- Task objective -
Go through the material underneath and show every line where the string "highway" occurs.

- Records supplied -
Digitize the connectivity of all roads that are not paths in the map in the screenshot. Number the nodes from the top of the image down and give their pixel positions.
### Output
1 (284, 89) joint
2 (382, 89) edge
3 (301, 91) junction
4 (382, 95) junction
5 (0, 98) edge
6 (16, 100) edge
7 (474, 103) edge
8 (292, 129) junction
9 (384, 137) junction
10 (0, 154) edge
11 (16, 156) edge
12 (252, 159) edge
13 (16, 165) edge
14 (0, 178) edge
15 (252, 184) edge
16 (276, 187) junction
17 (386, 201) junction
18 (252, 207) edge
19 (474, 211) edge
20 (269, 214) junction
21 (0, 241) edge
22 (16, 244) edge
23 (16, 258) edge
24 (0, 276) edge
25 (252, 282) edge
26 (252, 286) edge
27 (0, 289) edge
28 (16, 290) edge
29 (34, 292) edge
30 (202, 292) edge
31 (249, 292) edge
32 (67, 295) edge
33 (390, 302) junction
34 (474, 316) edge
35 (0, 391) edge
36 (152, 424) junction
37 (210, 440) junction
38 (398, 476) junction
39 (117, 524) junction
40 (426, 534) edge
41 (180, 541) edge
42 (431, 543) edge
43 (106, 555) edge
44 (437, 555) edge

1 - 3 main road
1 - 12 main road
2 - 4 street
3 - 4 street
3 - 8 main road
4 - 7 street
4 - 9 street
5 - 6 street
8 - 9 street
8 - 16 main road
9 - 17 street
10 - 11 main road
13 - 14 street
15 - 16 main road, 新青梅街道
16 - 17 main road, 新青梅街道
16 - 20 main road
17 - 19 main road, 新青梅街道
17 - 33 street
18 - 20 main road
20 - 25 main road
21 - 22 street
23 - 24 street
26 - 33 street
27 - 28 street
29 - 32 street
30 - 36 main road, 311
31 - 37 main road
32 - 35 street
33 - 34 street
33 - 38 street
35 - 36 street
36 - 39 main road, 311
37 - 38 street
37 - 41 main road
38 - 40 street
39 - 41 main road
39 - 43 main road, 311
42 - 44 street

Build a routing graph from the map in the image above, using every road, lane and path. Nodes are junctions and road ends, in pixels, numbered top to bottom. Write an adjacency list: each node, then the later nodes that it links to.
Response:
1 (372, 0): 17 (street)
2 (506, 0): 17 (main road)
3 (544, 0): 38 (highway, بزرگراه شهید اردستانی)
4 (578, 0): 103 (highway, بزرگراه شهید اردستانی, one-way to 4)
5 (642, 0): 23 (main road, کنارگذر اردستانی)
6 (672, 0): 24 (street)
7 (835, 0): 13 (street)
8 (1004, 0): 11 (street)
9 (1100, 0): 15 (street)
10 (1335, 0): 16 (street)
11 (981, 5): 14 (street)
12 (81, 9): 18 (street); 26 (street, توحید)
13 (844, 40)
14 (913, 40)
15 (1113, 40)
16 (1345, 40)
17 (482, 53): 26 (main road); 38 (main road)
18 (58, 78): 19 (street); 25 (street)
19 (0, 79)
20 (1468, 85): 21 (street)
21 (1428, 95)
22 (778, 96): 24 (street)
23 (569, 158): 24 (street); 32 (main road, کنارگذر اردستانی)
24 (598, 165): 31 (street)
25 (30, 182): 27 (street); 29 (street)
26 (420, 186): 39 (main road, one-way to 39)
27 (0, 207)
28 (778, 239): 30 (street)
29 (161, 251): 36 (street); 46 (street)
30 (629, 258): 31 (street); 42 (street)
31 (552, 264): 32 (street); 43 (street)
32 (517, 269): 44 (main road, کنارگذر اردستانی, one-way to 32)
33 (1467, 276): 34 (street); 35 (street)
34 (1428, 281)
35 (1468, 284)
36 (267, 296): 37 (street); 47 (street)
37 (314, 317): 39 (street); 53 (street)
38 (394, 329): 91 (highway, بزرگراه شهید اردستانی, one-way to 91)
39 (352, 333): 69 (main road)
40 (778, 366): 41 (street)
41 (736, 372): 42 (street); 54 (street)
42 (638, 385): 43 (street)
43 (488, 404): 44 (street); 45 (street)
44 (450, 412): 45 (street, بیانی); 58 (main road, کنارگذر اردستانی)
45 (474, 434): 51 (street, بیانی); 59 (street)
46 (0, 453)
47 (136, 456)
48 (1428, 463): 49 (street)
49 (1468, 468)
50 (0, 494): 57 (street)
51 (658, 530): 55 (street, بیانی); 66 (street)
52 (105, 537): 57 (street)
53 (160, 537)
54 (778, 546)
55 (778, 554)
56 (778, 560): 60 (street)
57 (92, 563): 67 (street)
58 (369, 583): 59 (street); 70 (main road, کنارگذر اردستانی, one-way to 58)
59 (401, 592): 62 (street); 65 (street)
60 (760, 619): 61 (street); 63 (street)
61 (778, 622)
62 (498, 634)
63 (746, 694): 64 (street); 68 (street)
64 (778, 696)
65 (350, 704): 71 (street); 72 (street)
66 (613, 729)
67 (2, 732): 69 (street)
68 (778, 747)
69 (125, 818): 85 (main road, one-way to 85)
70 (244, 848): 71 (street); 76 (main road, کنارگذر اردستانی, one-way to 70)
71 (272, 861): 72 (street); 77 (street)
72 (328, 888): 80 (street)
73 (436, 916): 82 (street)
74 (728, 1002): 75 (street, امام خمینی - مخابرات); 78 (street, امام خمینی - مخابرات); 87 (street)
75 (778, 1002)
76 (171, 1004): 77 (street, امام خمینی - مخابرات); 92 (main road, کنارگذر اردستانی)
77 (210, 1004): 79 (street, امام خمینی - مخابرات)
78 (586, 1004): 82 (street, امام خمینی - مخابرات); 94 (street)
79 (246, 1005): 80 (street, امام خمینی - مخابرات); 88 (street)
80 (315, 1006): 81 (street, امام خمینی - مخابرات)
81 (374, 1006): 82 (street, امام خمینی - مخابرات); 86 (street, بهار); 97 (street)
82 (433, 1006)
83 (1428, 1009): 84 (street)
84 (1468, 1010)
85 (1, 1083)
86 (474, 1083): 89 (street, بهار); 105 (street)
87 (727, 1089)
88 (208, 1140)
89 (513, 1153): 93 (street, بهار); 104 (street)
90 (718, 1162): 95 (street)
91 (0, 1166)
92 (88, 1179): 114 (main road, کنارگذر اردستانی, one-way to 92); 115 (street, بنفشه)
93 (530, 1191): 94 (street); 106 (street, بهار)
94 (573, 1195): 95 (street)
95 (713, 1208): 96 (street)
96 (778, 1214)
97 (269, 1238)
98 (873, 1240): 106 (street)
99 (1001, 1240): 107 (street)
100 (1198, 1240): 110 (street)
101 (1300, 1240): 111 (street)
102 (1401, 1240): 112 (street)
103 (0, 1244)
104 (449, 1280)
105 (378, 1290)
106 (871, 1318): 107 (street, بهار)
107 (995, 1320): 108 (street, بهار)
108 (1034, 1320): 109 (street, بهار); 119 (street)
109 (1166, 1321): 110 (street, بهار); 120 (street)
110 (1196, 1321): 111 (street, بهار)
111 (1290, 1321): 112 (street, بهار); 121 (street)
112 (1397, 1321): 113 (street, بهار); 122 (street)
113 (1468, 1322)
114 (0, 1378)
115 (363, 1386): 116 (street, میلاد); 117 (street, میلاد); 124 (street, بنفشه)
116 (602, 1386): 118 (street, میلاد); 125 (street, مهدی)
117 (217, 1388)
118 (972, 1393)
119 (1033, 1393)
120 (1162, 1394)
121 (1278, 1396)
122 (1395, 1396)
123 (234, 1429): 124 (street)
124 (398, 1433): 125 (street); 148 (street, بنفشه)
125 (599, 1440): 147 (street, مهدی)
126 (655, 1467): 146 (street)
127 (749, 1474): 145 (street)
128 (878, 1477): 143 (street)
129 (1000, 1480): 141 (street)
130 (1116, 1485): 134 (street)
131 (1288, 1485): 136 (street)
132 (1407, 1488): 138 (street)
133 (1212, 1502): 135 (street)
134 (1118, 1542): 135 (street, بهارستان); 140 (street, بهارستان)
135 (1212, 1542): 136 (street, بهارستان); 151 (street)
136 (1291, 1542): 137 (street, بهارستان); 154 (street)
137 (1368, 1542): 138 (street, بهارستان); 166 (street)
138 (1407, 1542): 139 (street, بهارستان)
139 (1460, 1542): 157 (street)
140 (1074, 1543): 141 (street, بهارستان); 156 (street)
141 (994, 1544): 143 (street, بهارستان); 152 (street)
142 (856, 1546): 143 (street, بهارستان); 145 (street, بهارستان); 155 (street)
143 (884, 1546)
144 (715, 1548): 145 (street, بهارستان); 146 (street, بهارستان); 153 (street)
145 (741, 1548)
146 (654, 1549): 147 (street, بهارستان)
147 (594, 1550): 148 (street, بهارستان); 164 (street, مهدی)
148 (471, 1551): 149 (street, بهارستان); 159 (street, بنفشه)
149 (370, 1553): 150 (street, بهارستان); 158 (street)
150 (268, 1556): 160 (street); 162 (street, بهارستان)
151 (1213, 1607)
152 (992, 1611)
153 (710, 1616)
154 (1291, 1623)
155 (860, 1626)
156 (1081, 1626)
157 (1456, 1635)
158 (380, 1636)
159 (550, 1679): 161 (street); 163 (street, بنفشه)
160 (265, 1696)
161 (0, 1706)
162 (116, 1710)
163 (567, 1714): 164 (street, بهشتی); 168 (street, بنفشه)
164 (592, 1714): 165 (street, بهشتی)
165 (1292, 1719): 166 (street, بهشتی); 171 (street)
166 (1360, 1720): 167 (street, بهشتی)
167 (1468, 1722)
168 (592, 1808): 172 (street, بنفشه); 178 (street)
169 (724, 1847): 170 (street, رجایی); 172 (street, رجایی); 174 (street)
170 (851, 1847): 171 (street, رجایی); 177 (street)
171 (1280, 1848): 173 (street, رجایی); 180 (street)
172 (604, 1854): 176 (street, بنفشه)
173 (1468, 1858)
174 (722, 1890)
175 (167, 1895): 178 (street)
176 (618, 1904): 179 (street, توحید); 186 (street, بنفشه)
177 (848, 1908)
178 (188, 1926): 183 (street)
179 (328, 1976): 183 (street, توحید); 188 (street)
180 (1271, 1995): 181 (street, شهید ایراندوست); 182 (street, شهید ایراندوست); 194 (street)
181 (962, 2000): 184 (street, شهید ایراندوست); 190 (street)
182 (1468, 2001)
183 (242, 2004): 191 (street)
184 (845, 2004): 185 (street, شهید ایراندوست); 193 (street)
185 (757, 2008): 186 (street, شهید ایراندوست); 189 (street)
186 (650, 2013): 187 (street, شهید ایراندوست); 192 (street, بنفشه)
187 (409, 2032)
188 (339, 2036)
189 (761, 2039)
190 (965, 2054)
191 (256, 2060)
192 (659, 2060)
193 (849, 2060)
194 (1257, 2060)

- Written answer -
3 (544, 0): 38 (highway, بزرگراه شهید اردستانی)
4 (578, 0): 103 (highway, بزرگراه شهید اردستانی, one-way to 4)
38 (394, 329): 91 (highway, بزرگراه شهید اردستانی, one-way to 91)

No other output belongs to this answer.